§ **WORK TO BE COMPLETED**:
Return every line of the data below, exactly.

§ **EXTRACTED ENTRIES**:
________
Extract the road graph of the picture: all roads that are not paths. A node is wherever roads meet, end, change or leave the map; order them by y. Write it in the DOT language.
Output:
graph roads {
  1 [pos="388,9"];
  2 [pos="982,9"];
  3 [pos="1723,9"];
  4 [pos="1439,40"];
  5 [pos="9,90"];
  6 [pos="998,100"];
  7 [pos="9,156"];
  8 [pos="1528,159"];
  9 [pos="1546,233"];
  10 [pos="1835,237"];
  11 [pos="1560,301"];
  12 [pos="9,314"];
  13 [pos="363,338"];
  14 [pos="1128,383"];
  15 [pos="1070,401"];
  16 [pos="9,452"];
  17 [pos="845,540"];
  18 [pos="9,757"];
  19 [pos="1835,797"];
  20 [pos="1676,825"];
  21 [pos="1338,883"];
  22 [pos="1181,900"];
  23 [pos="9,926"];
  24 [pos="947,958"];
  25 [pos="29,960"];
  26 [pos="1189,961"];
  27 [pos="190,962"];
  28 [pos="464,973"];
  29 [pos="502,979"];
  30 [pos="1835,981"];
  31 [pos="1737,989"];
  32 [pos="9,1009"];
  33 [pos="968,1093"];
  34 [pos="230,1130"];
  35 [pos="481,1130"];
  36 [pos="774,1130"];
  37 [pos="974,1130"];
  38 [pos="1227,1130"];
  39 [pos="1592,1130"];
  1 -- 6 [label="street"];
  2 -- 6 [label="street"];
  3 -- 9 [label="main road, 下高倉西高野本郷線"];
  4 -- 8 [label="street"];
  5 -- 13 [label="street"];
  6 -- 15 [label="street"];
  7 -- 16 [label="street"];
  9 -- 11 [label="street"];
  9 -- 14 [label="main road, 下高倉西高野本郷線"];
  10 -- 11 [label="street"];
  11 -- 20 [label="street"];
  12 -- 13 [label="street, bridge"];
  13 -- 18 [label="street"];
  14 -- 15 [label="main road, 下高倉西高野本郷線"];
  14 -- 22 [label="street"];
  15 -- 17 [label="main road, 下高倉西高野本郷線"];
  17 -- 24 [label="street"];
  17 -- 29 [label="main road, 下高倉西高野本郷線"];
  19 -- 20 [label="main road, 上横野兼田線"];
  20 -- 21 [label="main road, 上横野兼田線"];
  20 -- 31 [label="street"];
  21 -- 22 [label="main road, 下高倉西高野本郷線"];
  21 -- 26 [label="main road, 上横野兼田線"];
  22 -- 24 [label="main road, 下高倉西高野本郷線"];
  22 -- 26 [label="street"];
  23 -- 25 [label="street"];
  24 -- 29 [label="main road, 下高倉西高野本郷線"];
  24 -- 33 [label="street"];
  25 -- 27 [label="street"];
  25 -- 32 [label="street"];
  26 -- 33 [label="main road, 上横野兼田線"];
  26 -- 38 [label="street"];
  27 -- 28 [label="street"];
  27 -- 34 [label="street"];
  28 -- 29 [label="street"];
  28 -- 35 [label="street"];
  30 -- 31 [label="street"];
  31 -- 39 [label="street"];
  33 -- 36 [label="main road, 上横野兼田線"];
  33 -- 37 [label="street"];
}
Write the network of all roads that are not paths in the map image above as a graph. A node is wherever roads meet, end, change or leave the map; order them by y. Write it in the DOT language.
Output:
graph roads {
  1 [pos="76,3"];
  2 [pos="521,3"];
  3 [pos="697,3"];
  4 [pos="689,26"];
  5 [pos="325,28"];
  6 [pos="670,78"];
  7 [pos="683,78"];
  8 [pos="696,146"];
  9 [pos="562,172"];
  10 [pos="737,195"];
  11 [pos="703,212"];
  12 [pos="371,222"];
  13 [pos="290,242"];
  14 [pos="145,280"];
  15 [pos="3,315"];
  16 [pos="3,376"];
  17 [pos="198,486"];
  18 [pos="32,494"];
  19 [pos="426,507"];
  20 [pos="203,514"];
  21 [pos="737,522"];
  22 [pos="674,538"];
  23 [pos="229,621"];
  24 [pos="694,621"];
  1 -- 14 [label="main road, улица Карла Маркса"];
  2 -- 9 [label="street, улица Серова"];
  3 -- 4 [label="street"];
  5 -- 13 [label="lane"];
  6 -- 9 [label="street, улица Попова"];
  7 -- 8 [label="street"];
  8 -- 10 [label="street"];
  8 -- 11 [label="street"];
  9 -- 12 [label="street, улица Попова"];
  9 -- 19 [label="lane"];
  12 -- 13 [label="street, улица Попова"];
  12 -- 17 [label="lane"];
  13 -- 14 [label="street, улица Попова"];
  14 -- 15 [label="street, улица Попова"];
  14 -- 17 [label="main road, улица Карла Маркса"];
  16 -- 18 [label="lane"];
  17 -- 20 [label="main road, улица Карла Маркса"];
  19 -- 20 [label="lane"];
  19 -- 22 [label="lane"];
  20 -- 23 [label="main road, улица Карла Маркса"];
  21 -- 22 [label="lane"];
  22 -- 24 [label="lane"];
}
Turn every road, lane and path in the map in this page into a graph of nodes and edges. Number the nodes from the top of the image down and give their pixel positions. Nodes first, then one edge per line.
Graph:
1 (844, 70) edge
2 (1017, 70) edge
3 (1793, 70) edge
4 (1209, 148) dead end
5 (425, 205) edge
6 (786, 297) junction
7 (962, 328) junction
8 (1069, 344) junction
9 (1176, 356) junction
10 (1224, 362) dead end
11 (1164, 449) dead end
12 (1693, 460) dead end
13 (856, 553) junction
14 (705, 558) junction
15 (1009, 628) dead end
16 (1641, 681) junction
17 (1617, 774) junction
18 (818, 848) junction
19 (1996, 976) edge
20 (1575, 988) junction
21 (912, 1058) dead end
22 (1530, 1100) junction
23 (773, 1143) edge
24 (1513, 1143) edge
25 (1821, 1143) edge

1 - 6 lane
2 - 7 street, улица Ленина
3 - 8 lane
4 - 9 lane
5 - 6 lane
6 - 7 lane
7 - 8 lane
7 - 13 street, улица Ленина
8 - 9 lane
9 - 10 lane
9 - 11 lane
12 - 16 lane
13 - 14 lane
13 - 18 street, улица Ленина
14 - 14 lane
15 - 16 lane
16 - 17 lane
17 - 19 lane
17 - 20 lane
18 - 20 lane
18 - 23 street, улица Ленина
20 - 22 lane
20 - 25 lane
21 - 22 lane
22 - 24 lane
________
§ **RESULT FOR THIS EXERCISE**:
Extract the road graph of the picture: all roads that are not paths. A node is wherever roads meet, end, change or leave the map; order them by y. Write it in the DOT language.
Output:
graph roads {
  1 [pos="388,9"];
  2 [pos="982,9"];
  3 [pos="1723,9"];
  4 [pos="1439,40"];
  5 [pos="9,90"];
  6 [pos="998,100"];
  7 [pos="9,156"];
  8 [pos="1528,159"];
  9 [pos="1546,233"];
  10 [pos="1835,237"];
  11 [pos="1560,301"];
  12 [pos="9,314"];
  13 [pos="363,338"];
  14 [pos="1128,383"];
  15 [pos="1070,401"];
  16 [pos="9,452"];
  17 [pos="845,540"];
  18 [pos="9,757"];
  19 [pos="1835,797"];
  20 [pos="1676,825"];
  21 [pos="1338,883"];
  22 [pos="1181,900"];
  23 [pos="9,926"];
  24 [pos="947,958"];
  25 [pos="29,960"];
  26 [pos="1189,961"];
  27 [pos="190,962"];
  28 [pos="464,973"];
  29 [pos="502,979"];
  30 [pos="1835,981"];
  31 [pos="1737,989"];
  32 [pos="9,1009"];
  33 [pos="968,1093"];
  34 [pos="230,1130"];
  35 [pos="481,1130"];
  36 [pos="774,1130"];
  37 [pos="974,1130"];
  38 [pos="1227,1130"];
  39 [pos="1592,1130"];
  1 -- 6 [label="street"];
  2 -- 6 [label="street"];
  3 -- 9 [label="main road, 下高倉西高野本郷線"];
  4 -- 8 [label="street"];
  5 -- 13 [label="street"];
  6 -- 15 [label="street"];
  7 -- 16 [label="street"];
  9 -- 11 [label="street"];
  9 -- 14 [label="main road, 下高倉西高野本郷線"];
  10 -- 11 [label="street"];
  11 -- 20 [label="street"];
  12 -- 13 [label="street, bridge"];
  13 -- 18 [label="street"];
  14 -- 15 [label="main road, 下高倉西高野本郷線"];
  14 -- 22 [label="street"];
  15 -- 17 [label="main road, 下高倉西高野本郷線"];
  17 -- 24 [label="street"];
  17 -- 29 [label="main road, 下高倉西高野本郷線"];
  19 -- 20 [label="main road, 上横野兼田線"];
  20 -- 21 [label="main road, 上横野兼田線"];
  20 -- 31 [label="street"];
  21 -- 22 [label="main road, 下高倉西高野本郷線"];
  21 -- 26 [label="main road, 上横野兼田線"];
  22 -- 24 [label="main road, 下高倉西高野本郷線"];
  22 -- 26 [label="street"];
  23 -- 25 [label="street"];
  24 -- 29 [label="main road, 下高倉西高野本郷線"];
  24 -- 33 [label="street"];
  25 -- 27 [label="street"];
  25 -- 32 [label="street"];
  26 -- 33 [label="main road, 上横野兼田線"];
  26 -- 38 [label="street"];
  27 -- 28 [label="street"];
  27 -- 34 [label="street"];
  28 -- 29 [label="street"];
  28 -- 35 [label="street"];
  30 -- 31 [label="street"];
  31 -- 39 [label="street"];
  33 -- 36 [label="main road, 上横野兼田線"];
  33 -- 37 [label="street"];
}
Write the network of all roads that are not paths in the map image above as a graph. A node is wherever roads meet, end, change or leave the map; order them by y. Write it in the DOT language.
Output:
graph roads {
  1 [pos="76,3"];
  2 [pos="521,3"];
  3 [pos="697,3"];
  4 [pos="689,26"];
  5 [pos="325,28"];
  6 [pos="670,78"];
  7 [pos="683,78"];
  8 [pos="696,146"];
  9 [pos="562,172"];
  10 [pos="737,195"];
  11 [pos="703,212"];
  12 [pos="371,222"];
  13 [pos="290,242"];
  14 [pos="145,280"];
  15 [pos="3,315"];
  16 [pos="3,376"];
  17 [pos="198,486"];
  18 [pos="32,494"];
  19 [pos="426,507"];
  20 [pos="203,514"];
  21 [pos="737,522"];
  22 [pos="674,538"];
  23 [pos="229,621"];
  24 [pos="694,621"];
  1 -- 14 [label="main road, улица Карла Маркса"];
  2 -- 9 [label="street, улица Серова"];
  3 -- 4 [label="street"];
  5 -- 13 [label="lane"];
  6 -- 9 [label="street, улица Попова"];
  7 -- 8 [label="street"];
  8 -- 10 [label="street"];
  8 -- 11 [label="street"];
  9 -- 12 [label="street, улица Попова"];
  9 -- 19 [label="lane"];
  12 -- 13 [label="street, улица Попова"];
  12 -- 17 [label="lane"];
  13 -- 14 [label="street, улица Попова"];
  14 -- 15 [label="street, улица Попова"];
  14 -- 17 [label="main road, улица Карла Маркса"];
  16 -- 18 [label="lane"];
  17 -- 20 [label="main road, улица Карла Маркса"];
  19 -- 20 [label="lane"];
  19 -- 22 [label="lane"];
  20 -- 23 [label="main road, улица Карла Маркса"];
  21 -- 22 [label="lane"];
  22 -- 24 [label="lane"];
}
Turn every road, lane and path in the map in this page into a graph of nodes and edges. Number the nodes from the top of the image down and give their pixel positions. Nodes first, then one edge per line.
Graph:
1 (844, 70) edge
2 (1017, 70) edge
3 (1793, 70) edge
4 (1209, 148) dead end
5 (425, 205) edge
6 (786, 297) junction
7 (962, 328) junction
8 (1069, 344) junction
9 (1176, 356) junction
10 (1224, 362) dead end
11 (1164, 449) dead end
12 (1693, 460) dead end
13 (856, 553) junction
14 (705, 558) junction
15 (1009, 628) dead end
16 (1641, 681) junction
17 (1617, 774) junction
18 (818, 848) junction
19 (1996, 976) edge
20 (1575, 988) junction
21 (912, 1058) dead end
22 (1530, 1100) junction
23 (773, 1143) edge
24 (1513, 1143) edge
25 (1821, 1143) edge

1 - 6 lane
2 - 7 street, улица Ленина
3 - 8 lane
4 - 9 lane
5 - 6 lane
6 - 7 lane
7 - 8 lane
7 - 13 street, улица Ленина
8 - 9 lane
9 - 10 lane
9 - 11 lane
12 - 16 lane
13 - 14 lane
13 - 18 street, улица Ленина
14 - 14 lane
15 - 16 lane
16 - 17 lane
17 - 19 lane
17 - 20 lane
18 - 20 lane
18 - 23 street, улица Ленина
20 - 22 lane
20 - 25 lane
21 - 22 lane
22 - 24 lane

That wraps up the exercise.